Г. В. Плеханов
Сочниеиня - Том II.



Предисловие к „Речи о свободе торговли“  К. Маркса


Предлагая читателям русский перевод «Речи о свободе торговли», мы находим не лишним сделать несколько предварительных замечаний.

Перевод сделан нами с нового немецкого издания «Речи», так как французский оригинал ее, вышедший в 1847 году в Брюсселе, давно уже стал библиографическою редкостью, и мы не могли достать его у книгопродавцев. Мы знаем, конечно, что всякое произведение удобнее всего переводить с того языка, на котором оно было написано. Но, кроме упомянутой уже невозможности достать французский подлинник, нас оправдывает, в данном случае, и то обстоятельство, что немецкое изда­ние «Речи» сделано было при участии Фридриха Энгельса. Этого до­вольно, чтобы поручиться за точность немецкого перевода.

В немецком издании «Речь о свободе торговли» составляет прило­жение к переводу другого, более известного, сочинения Маркса «Ни­щета философии». Ответ на «Философию нищеты» г. Прудона. Сочине­ние это также переведено на русский язык и составит следующий, пя­тый, выпуск «Библиотеки Современного Социализма». Но нам не хоте­лось откладывать издания «Речи», и потому мы решились выпустить ее отдельной брошюрой.

Едва ли нужно опираться на какие-нибудь частные сообщения для доказательства «своевременности» русского издания того или другого из сочинений автора «Капитала». Заметим, впрочем, что в настоящее время вопрос о покровительственной системе и свободе торговли при надлежит к числу самых важных вопросов русской экономической по­литики.

Мы боялись не того, что читатели найдут «Речь о свободе тор­говли» неинтересной, а того, что для некоторых из них она будет не­понятной, вследствие малого знакомства с теми историческими событиями, по поводу которых она была произнесена. Поэтому мы позво­лили себе предпослать своему переводу краткий очерк истории этих со­бытий, т. е. истории отмены хлебных законов в Англии.

________________

Законодательное регулирование хлебной торговли в Англии, как и в других странах, проходит через весь период господства так назы­ваемой меркантильной системы. Но нам нет надобности начинать свой очерк с этого отдаленного времени. История хлебных законов интере­сует нас теперь лишь постольку, поскольку она является отражением борьбы классов в новейшем, капиталистическом обществе.

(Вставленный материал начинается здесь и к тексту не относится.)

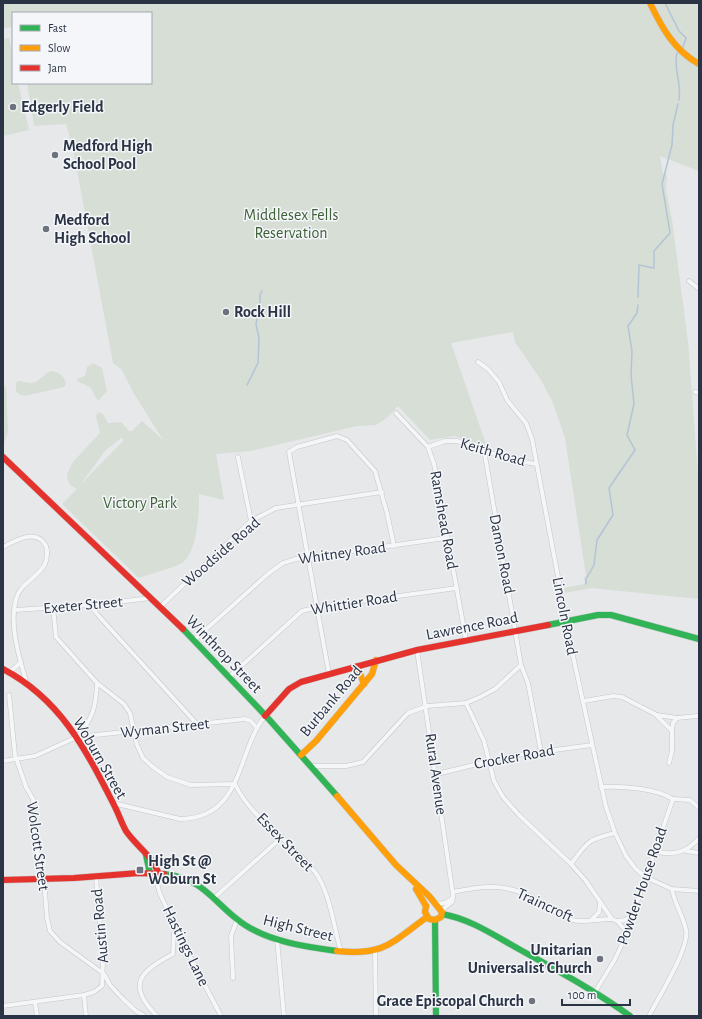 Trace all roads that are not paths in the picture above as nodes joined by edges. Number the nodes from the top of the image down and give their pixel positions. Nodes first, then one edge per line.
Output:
1 (650, 3) edge
2 (699, 64) edge
3 (689, 281) dead end
4 (699, 289) edge
5 (478, 362) dead end
6 (396, 414) dead end
7 (428, 447) junction
8 (484, 450) junction
9 (238, 456) dead end
10 (3, 457) edge
11 (536, 464) junction
12 (382, 492) junction
13 (298, 504) junction
14 (251, 522) junction
15 (446, 538) junction
16 (394, 546) junction
17 (3, 547) edge
18 (309, 557) junction
19 (457, 588) junction
20 (151, 598) junction
21 (92, 605) junction
22 (53, 607) junction
23 (160, 607) junction
24 (318, 607) junction
25 (15, 610) junction
26 (566, 620) junction
27 (516, 630) junction
28 (699, 639) edge
29 (194, 640) junction
30 (466, 640) junction
31 (417, 650) junction
32 (376, 660) junction
33 (21, 662) junction
34 (521, 665) junction
35 (357, 666) junction
36 (3, 669) edge
37 (10, 672) junction
38 (329, 674) junction
39 (229, 678) junction
40 (26, 682) junction
41 (97, 683) junction
42 (364, 684) junction
43 (9, 695) dead end
44 (584, 701) junction
45 (466, 703) junction
46 (427, 706) junction
47 (655, 714) junction
48 (265, 716) junction
49 (698, 716) dead end
50 (677, 718) junction
51 (197, 724) junction
52 (256, 727) junction
53 (134, 731) junction
54 (672, 731) junction
55 (76, 737) junction
56 (592, 745) junction
57 (541, 752) junction
58 (301, 755) junction
59 (17, 759) junction
60 (3, 760) edge
61 (488, 761) junction
62 (669, 763) dead end
63 (310, 766) junction
64 (437, 774) junction
65 (234, 784) junction
66 (601, 787) junction
67 (673, 799) junction
68 (112, 803) junction
69 (699, 808) edge
70 (615, 833) junction
71 (282, 837) junction
72 (699, 838) edge
73 (654, 851) junction
74 (686, 851) junction
75 (699, 853) edge
76 (571, 864) junction
77 (155, 874) junction
78 (96, 877) junction
79 (645, 877) junction
80 (44, 879) junction
81 (3, 880) edge
82 (412, 882) junction
83 (672, 889) junction
84 (699, 891) edge
85 (453, 892) junction
86 (215, 898) junction
87 (453, 898) junction
88 (600, 902) junction
89 (436, 904) junction
90 (426, 906) junction
91 (442, 912) junction
92 (632, 915) junction
93 (427, 918) junction
94 (612, 919) junction
95 (237, 920) junction
96 (435, 920) junction
97 (590, 920) junction
98 (617, 922) junction
99 (176, 927) junction
100 (627, 932) junction
101 (277, 939) junction
102 (341, 952) junction
103 (375, 952) junction
104 (104, 974) junction
105 (233, 978) dead end
106 (595, 992) junction
107 (84, 995) junction
108 (35, 1002) junction
109 (3, 1006) edge
110 (143, 1015) edge
111 (37, 1016) edge
112 (86, 1016) edge
113 (157, 1016) edge
114 (221, 1016) edge
115 (284, 1016) edge
116 (376, 1016) edge
117 (436, 1016) edge
118 (630, 1016) edge
119 (649, 1016) edge

1 - 2 main road
3 - 4 street
5 - 11 street, Lincoln Road
6 - 7 street, Ramshead Road
7 - 8 street, Keith Road
7 - 15 street, Ramshead Road
8 - 11 street, Keith Road
8 - 27 street, Damon Road
9 - 14 street
10 - 20 main road, Winthrop Street
11 - 26 street, Lincoln Road
12 - 13 street, Woodside Road
12 - 13 street
12 - 16 street
13 - 14 street, Woodside Road
13 - 18 street
14 - 23 street, Woodside Road
15 - 16 street, Whitney Road
15 - 19 street, Ramshead Road
16 - 18 street, Whitney Road
17 - 25 street
18 - 24 street
18 - 29 street, Whitney Road
19 - 24 street, Whittier Road
19 - 30 street, Ramshead Road
20 - 21 street, Exeter Street
20 - 23 main road, Winthrop Street
21 - 22 street, Exeter Street
21 - 51 street
22 - 25 street, Exeter Street
22 - 41 street
23 - 29 main road, Winthrop Street
24 - 38 street
24 - 39 street, Whittier Road
25 - 33 street
26 - 27 main road, Lawrence Road
26 - 28 main road, Lawrence Road
26 - 44 street, Lincoln Road
27 - 30 main road, Lawrence Road
27 - 34 street, Damon Road
29 - 39 main road, Winthrop Street
30 - 31 main road, Lawrence Road
31 - 32 main road, Lawrence Road
31 - 46 street, Rural Avenue
32 - 35 main road, Lawrence Road
32 - 42 main road, Burbank Road
33 - 37 street
33 - 40 street
34 - 45 street
34 - 57 street, Damon Road
35 - 38 main road, Lawrence Road
35 - 42 main road
36 - 37 main road, Woburn Street
37 - 40 main road, Woburn Street
38 - 48 main road, Lawrence Road
39 - 48 main road, Winthrop Street
40 - 55 main road, Woburn Street
41 - 53 street
41 - 55 street
42 - 58 main road, Burbank Road
43 - 59 street, Wolcott Street
44 - 47 street
44 - 56 street, Lincoln Road
45 - 46 street
45 - 61 street
46 - 63 street
46 - 64 street, Rural Avenue
47 - 50 street
47 - 54 street
48 - 52 street
48 - 58 main road, Winthrop Street
49 - 50 street
50 - 54 street
51 - 52 street, Wyman Street
51 - 53 street, Wyman Street
52 - 65 street
53 - 55 street, Wyman Street
53 - 65 street
54 - 62 street
55 - 59 street, Wyman Street
55 - 68 main road, Woburn Street
56 - 57 street, Crocker Road
56 - 66 street, Lincoln Road
57 - 61 street, Crocker Road
58 - 63 main road, Winthrop Street
59 - 60 street, Wyman Street
59 - 80 street, Wolcott Street
61 - 64 street, Crocker Road
61 - 76 street
63 - 82 main road, Winthrop Street
64 - 85 street, Rural Avenue
65 - 68 street
65 - 71 street, Essex Street
66 - 67 street
66 - 70 street, Lincoln Road
67 - 69 street
67 - 73 street, Powder House Road
68 - 77 main road, Woburn Street
70 - 76 street
70 - 79 street, Lincoln Road
71 - 86 street
71 - 102 street, Essex Street
72 - 74 street
73 - 74 street
73 - 79 street, Powder House Road
74 - 75 street
76 - 88 street
77 - 78 main road, High Street
77 - 86 main road, High Street
77 - 99 street, Hastings Lane
78 - 80 main road, High Street
78 - 104 street, Austin Road
79 - 83 street
79 - 92 street, Powder House Road
80 - 81 main road, High Street
80 - 104 street, Wolcott Street
82 - 89 main road, Winthrop Street
82 - 90 main road, Winthrop Street
83 - 84 street
83 - 119 street
85 - 87 street, Rural Avenue
85 - 97 street, Traincroft
86 - 95 main road, High Street
87 - 89 street
87 - 91 street
88 - 94 street
88 - 97 street, Traincroft
89 - 90 main road
89 - 91 main road
90 - 93 main road
91 - 96 main road
91 - 106 main road
92 - 98 street
92 - 100 street, Powder House Road
93 - 96 main road
93 - 103 main road, High Street
94 - 97 street, Traincroft
94 - 98 street
95 - 101 main road, High Street
95 - 105 street
96 - 117 main road
98 - 100 street
99 - 113 street
99 - 114 street, Hastings Lane
100 - 106 street, Powder House Road
101 - 102 main road, High Street
101 - 115 street
102 - 103 main road, High Street
103 - 116 street
104 - 107 street
104 - 110 street
106 - 118 main road
107 - 108 street
107 - 112 street
108 - 109 street
108 - 111 street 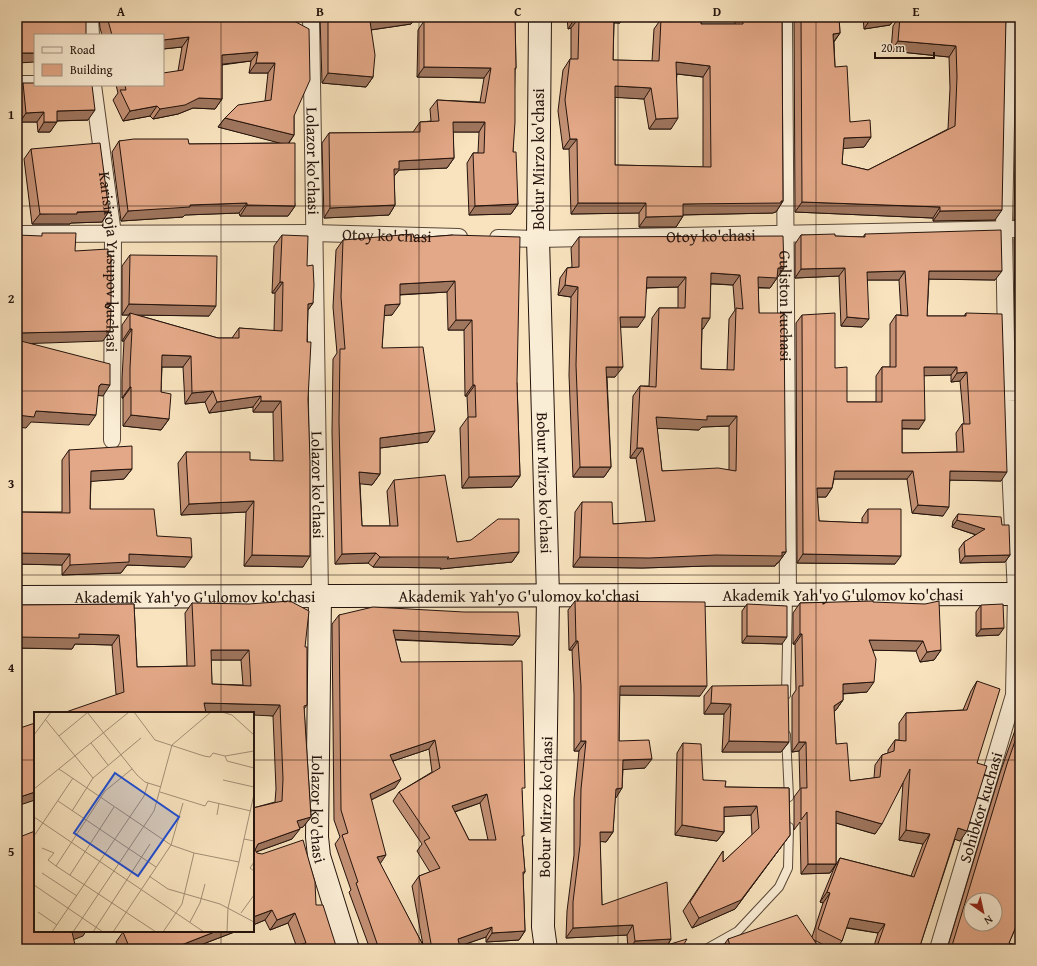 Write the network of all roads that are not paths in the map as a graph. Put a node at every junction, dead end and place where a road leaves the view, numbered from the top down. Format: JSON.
{"nodes":[{"id":1,"x":90,"y":17,"type":"edge"},
{"id":2,"x":311,"y":17,"type":"edge"},
{"id":3,"x":540,"y":17,"type":"edge"},
{"id":4,"x":784,"y":17,"type":"edge"},
{"id":5,"x":1008,"y":17,"type":"edge"},
{"id":6,"x":90,"y":34,"type":"edge"},
{"id":7,"x":17,"y":80,"type":"edge"},
{"id":8,"x":34,"y":80,"type":"edge"},
{"id":9,"x":93,"y":86,"type":"edge"},
{"id":10,"x":1004,"y":229,"type":"junction"},
{"id":11,"x":1020,"y":229,"type":"edge"},
{"id":12,"x":313,"y":233,"type":"junction"},
{"id":13,"x":17,"y":234,"type":"edge"},
{"id":14,"x":113,"y":234,"type":"junction"},
{"id":15,"x":786,"y":234,"type":"junction"},
{"id":16,"x":538,"y":239,"type":"junction"},
{"id":17,"x":112,"y":440,"type":"dead end"},
{"id":18,"x":1018,"y":594,"type":"edge"},
{"id":19,"x":320,"y":596,"type":"junction"},
{"id":20,"x":548,"y":596,"type":"junction"},
{"id":21,"x":788,"y":596,"type":"junction"},
{"id":22,"x":17,"y":598,"type":"edge"},
{"id":23,"x":786,"y":706,"type":"edge"},
{"id":24,"x":786,"y":730,"type":"edge"},
{"id":25,"x":789,"y":806,"type":"edge"},
{"id":26,"x":789,"y":821,"type":"edge"},
{"id":27,"x":348,"y":949,"type":"edge"},
{"id":28,"x":546,"y":949,"type":"edge"},
{"id":29,"x":706,"y":949,"type":"edge"},
{"id":30,"x":938,"y":949,"type":"edge"}],
"edges":[{"from":1,"to":6,"type":"street"},
{"from":2,"to":12,"type":"street","name":"Lolazor ko'chasi"},
{"from":3,"to":16,"type":"street","name":"Bobur Mirzo ko'chasi"},
{"from":4,"to":15,"type":"street","name":"Guliston kuchasi"},
{"from":5,"to":10,"type":"street","name":"Sohibkor kuchasi"},
{"from":7,"to":8,"type":"lane"},
{"from":9,"to":14,"type":"street","name":"Karisiroja Yusupov kuchasi"},
{"from":10,"to":11,"type":"street","name":"Otoy ko'chasi"},
{"from":10,"to":15,"type":"street","name":"Otoy ko'chasi"},
{"from":10,"to":18,"type":"street","name":"Sohibkor kuchasi"},
{"from":12,"to":14,"type":"street","name":"Otoy ko'chasi"},
{"from":12,"to":16,"type":"street","name":"Otoy ko'chasi"},
{"from":12,"to":19,"type":"street","name":"Lolazor ko'chasi"},
{"from":13,"to":14,"type":"street","name":"Otoy ko'chasi"},
{"from":14,"to":17,"type":"street","name":"Karisiroja Yusupov kuchasi"},
{"from":15,"to":16,"type":"street","name":"Otoy ko'chasi"},
{"from":15,"to":21,"type":"street","name":"Guliston kuchasi"},
{"from":16,"to":20,"type":"street","name":"Bobur Mirzo ko'chasi"},
{"from":18,"to":21,"type":"street","name":"Akademik Yah'yo G'ulomov ko'chasi"},
{"from":18,"to":30,"type":"street","name":"Sohibkor kuchasi"},
{"from":19,"to":20,"type":"street","name":"Akademik Yah'yo G'ulomov ko'chasi"},
{"from":19,"to":22,"type":"street","name":"Akademik Yah'yo G'ulomov ko'chasi"},
{"from":19,"to":27,"type":"street","name":"Lolazor ko'chasi"},
{"from":20,"to":21,"type":"street","name":"Akademik Yah'yo G'ulomov ko'chasi"},
{"from":20,"to":28,"type":"street","name":"Bobur Mirzo ko'chasi"},
{"from":21,"to":23,"type":"lane"},
{"from":24,"to":25,"type":"lane"},
{"from":26,"to":29,"type":"lane"}]} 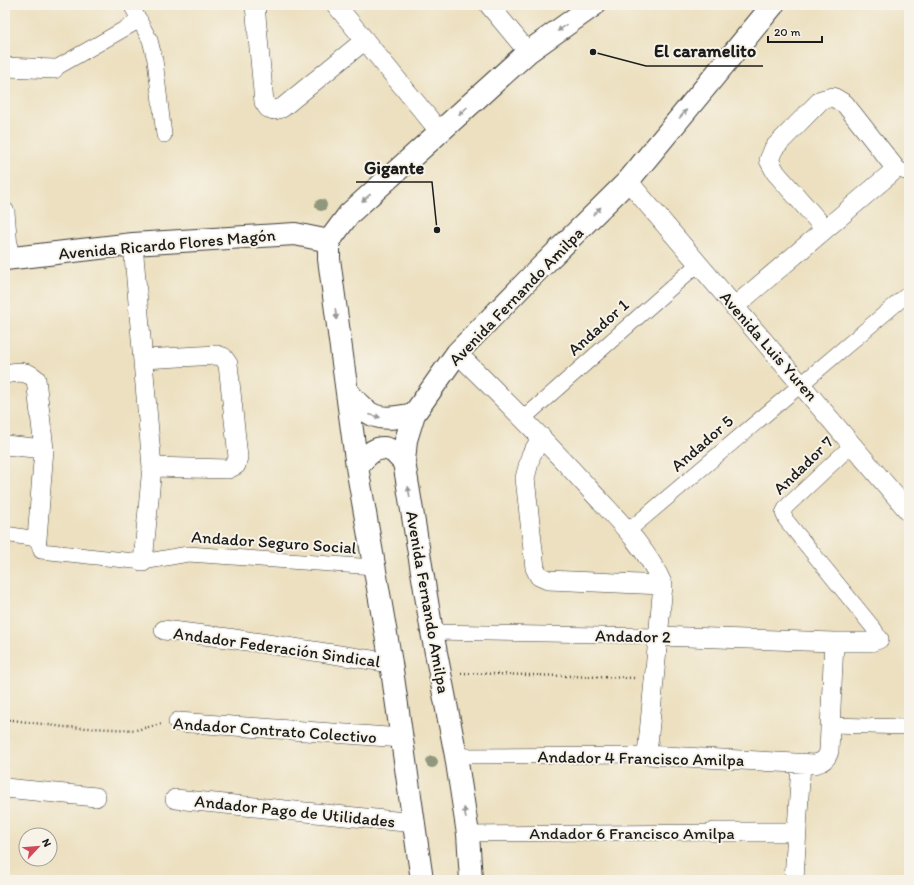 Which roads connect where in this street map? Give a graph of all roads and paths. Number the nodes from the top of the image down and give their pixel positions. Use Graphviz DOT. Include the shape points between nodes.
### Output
graph roads {
  1 [pos="130,5"];
  2 [pos="255,5"];
  3 [pos="336,5"];
  4 [pos="489,5"];
  5 [pos="594,5"];
  6 [pos="774,5"];
  7 [pos="140,20"];
  8 [pos="365,40"];
  9 [pos="528,52"];
  10 [pos="5,67"];
  11 [pos="54,69"];
  12 [pos="440,132"];
  13 [pos="164,136"];
  14 [pos="903,171"];
  15 [pos="628,181"];
  16 [pos="5,212"];
  17 [pos="825,229"];
  18 [pos="329,241"];
  19 [pos="133,244"];
  20 [pos="7,259"];
  21 [pos="698,264"];
  22 [pos="909,293"];
  23 [pos="734,307"];
  24 [pos="458,353"];
  25 [pos="144,359"];
  26 [pos="5,374"];
  27 [pos="802,383"];
  28 [pos="347,391"];
  29 [pos="414,414"];
  30 [pos="524,418"];
  31 [pos="542,436"];
  32 [pos="5,445"];
  33 [pos="852,445"];
  34 [pos="44,449"];
  35 [pos="404,462"];
  36 [pos="152,467"];
  37 [pos="357,467"];
  38 [pos="909,512"];
  39 [pos="628,531"];
  40 [pos="5,534"];
  41 [pos="37,539"];
  42 [pos="144,562"];
  43 [pos="374,567"];
  44 [pos="663,585"];
  45 [pos="164,630"];
  46 [pos="432,632"];
  47 [pos="658,636"];
  48 [pos="878,639"];
  49 [pos="834,642"];
  50 [pos="391,663"];
  51 [pos="440,670"];
  52 [pos="654,680"];
  53 [pos="5,719"];
  54 [pos="178,722"];
  55 [pos="830,725"];
  56 [pos="909,727"];
  57 [pos="402,738"];
  58 [pos="647,755"];
  59 [pos="456,756"];
  60 [pos="801,763"];
  61 [pos="5,788"];
  62 [pos="96,797"];
  63 [pos="175,799"];
  64 [pos="415,823"];
  65 [pos="714,832"];
  66 [pos="797,832"];
  67 [pos="468,834"];
  68 [pos="424,877"];
  69 [pos="468,877"];
  70 [pos="794,880"];
  1 -- 7 [label="street"];
  2 -- 8 [label="street" via="264,102 268,108 274,110 282,108"];
  3 -- 8 [label="street"];
  4 -- 9 [label="street"];
  5 -- 9 [label="street, one-way"];
  15 -- 6 [label="street, Avenida Fernando Amilpa, one-way"];
  7 -- 11 [label="street"];
  7 -- 13 [label="street" via="150,40 155,60"];
  8 -- 12 [label="street"];
  9 -- 12 [label="street, one-way"];
  10 -- 11 [label="street"];
  12 -- 18 [label="street, one-way" via="349,214"];
  14 -- 17 [label="street"];
  14 -- 17 [label="street" via="845,104 833,97 821,100 774,148 769,160 776,173"];
  15 -- 21 [label="street, Avenida Luis Yuren"];
  24 -- 15 [label="street, Avenida Fernando Amilpa, one-way"];
  16 -- 20 [label="street"];
  17 -- 23 [label="street"];
  18 -- 19 [label="street, Avenida Ricardo Flores Magón" via="295,234"];
  18 -- 28 [label="street, one-way" via="332,291"];
  19 -- 20 [label="street, Avenida Ricardo Flores Magón"];
  19 -- 25 [label="street"];
  21 -- 23 [label="street, Avenida Luis Yuren"];
  21 -- 30 [label="street, Andador 1"];
  22 -- 27 [label="street, Andador 5"];
  23 -- 27 [label="street, Avenida Luis Yuren"];
  24 -- 29 [label="street, Avenida Fernando Amilpa"];
  24 -- 30 [label="street"];
  25 -- 36 [label="street"];
  25 -- 36 [label="street" via="217,355 223,357 228,364 238,457 236,465 228,469"];
  26 -- 34 [label="street" via="21,371 36,379"];
  27 -- 33 [label="street, Avenida Luis Yuren"];
  27 -- 39 [label="street, Andador 5"];
  28 -- 29 [label="street, one-way" via="367,413 378,418"];
  28 -- 37 [label="street"];
  29 -- 35 [label="street, Avenida Fernando Amilpa" via="406,440"];
  30 -- 31 [label="street"];
  31 -- 39 [label="street"];
  31 -- 44 [label="street" via="531,455 525,478 535,568 539,576 548,580"];
  32 -- 34 [label="street"];
  33 -- 38 [label="street, Avenida Luis Yuren"];
  33 -- 48 [label="street, Andador 7" via="786,507 783,513 875,630"];
  34 -- 41 [label="street"];
  35 -- 37 [label="street" via="392,450 384,449 369,452"];
  46 -- 35 [label="street, Avenida Fernando Amilpa, one-way"];
  36 -- 42 [label="street"];
  37 -- 43 [label="street"];
  39 -- 44 [label="street" via="657,572"];
  40 -- 41 [label="street"];
  41 -- 42 [label="street, Andador Seguro Social" via="41,551"];
  42 -- 43 [label="street, Andador Seguro Social" via="188,554"];
  43 -- 50 [label="street"];
  44 -- 47 [label="street"];
  45 -- 50 [label="street, Andador Federación Sindical"];
  46 -- 47 [label="street, Andador 2"];
  46 -- 51 [label="street, Avenida Fernando Amilpa"];
  47 -- 49 [label="street, Andador 2"];
  47 -- 52 [label="street"];
  48 -- 49 [label="street, Andador 2" via="871,642"];
  49 -- 55 [label="street"];
  50 -- 57 [label="street"];
  51 -- 52 [label="path" via="455,673"];
  51 -- 59 [label="street, Avenida Fernando Amilpa"];
  52 -- 58 [label="street"];
  53 -- 54 [label="path, Andador Contrato Colectivo" via="64,727 136,730"];
  54 -- 57 [label="street, Andador Contrato Colectivo"];
  55 -- 56 [label="street"];
  55 -- 60 [label="street, Andador 4 Francisco Amilpa" via="829,751 825,760 815,764"];
  57 -- 64 [label="street"];
  58 -- 59 [label="street, Andador 4 Francisco Amilpa"];
  58 -- 60 [label="street, Andador 4 Francisco Amilpa"];
  67 -- 59 [label="street, Avenida Fernando Amilpa, one-way"];
  60 -- 66 [label="street"];
  61 -- 62 [label="street"];
  63 -- 64 [label="street, Andador Pago de Utilidades"];
  64 -- 68 [label="street"];
  65 -- 66 [label="street, Andador 6 Francisco Amilpa"];
  65 -- 67 [label="street, Andador 6 Francisco Amilpa"];
  66 -- 70 [label="street"];
  67 -- 69 [label="street, Avenida Fernando Amilpa"];
}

Эта сторона дела может быть изложена в немногих словах.

По мере того, как росло и развивалось торговое и промышленное значение Англии, возрастало также и ее население. Вместе с этим уве­личивался, разумеется, и спрос на хлеб и другие земледельческие про­дукты. Естественно также, что предложение этих продуктов стремилось придти в соответствие со спросом, и английское земледелие, получив новый толчок от развития промышленности, делало весьма значитель­ные успехи. Само сельское хозяйство все более и более принимало ка­питалистический характер. Это вело к увеличению цен на землю, к возрастанию доходов землевладельцев. Чтобы вполне воспользоваться таким благоприятным стечением обстоятельств, землевладельческой пар­тии нужно было лишь оградить себя от иностранной конкуренции, ко­торая могла бы повести к понижению хлебных цен, а следовательно, и поземельной ренты. Само собою понятно, что английская аристократия хорошо понимала эту опасность и, не смущаясь учением буржуазной экономии о свободе торговли, постаралась ограничить ввоз иностран­ного хлеба в Англию. Не входя в излишние подробности, мы напоми­наем читателю, что уже в 1791 году землевладельцам удалось провести закон, на основании которого свободный ввоз хлеба в страну допу­скался только в том случае, когда цена пшеницы на внутреннем рынке поднималась выше 55 шиллингов за квартер. В 1801 году эта минималь­ная норма была возвышена до 63 шиллингов.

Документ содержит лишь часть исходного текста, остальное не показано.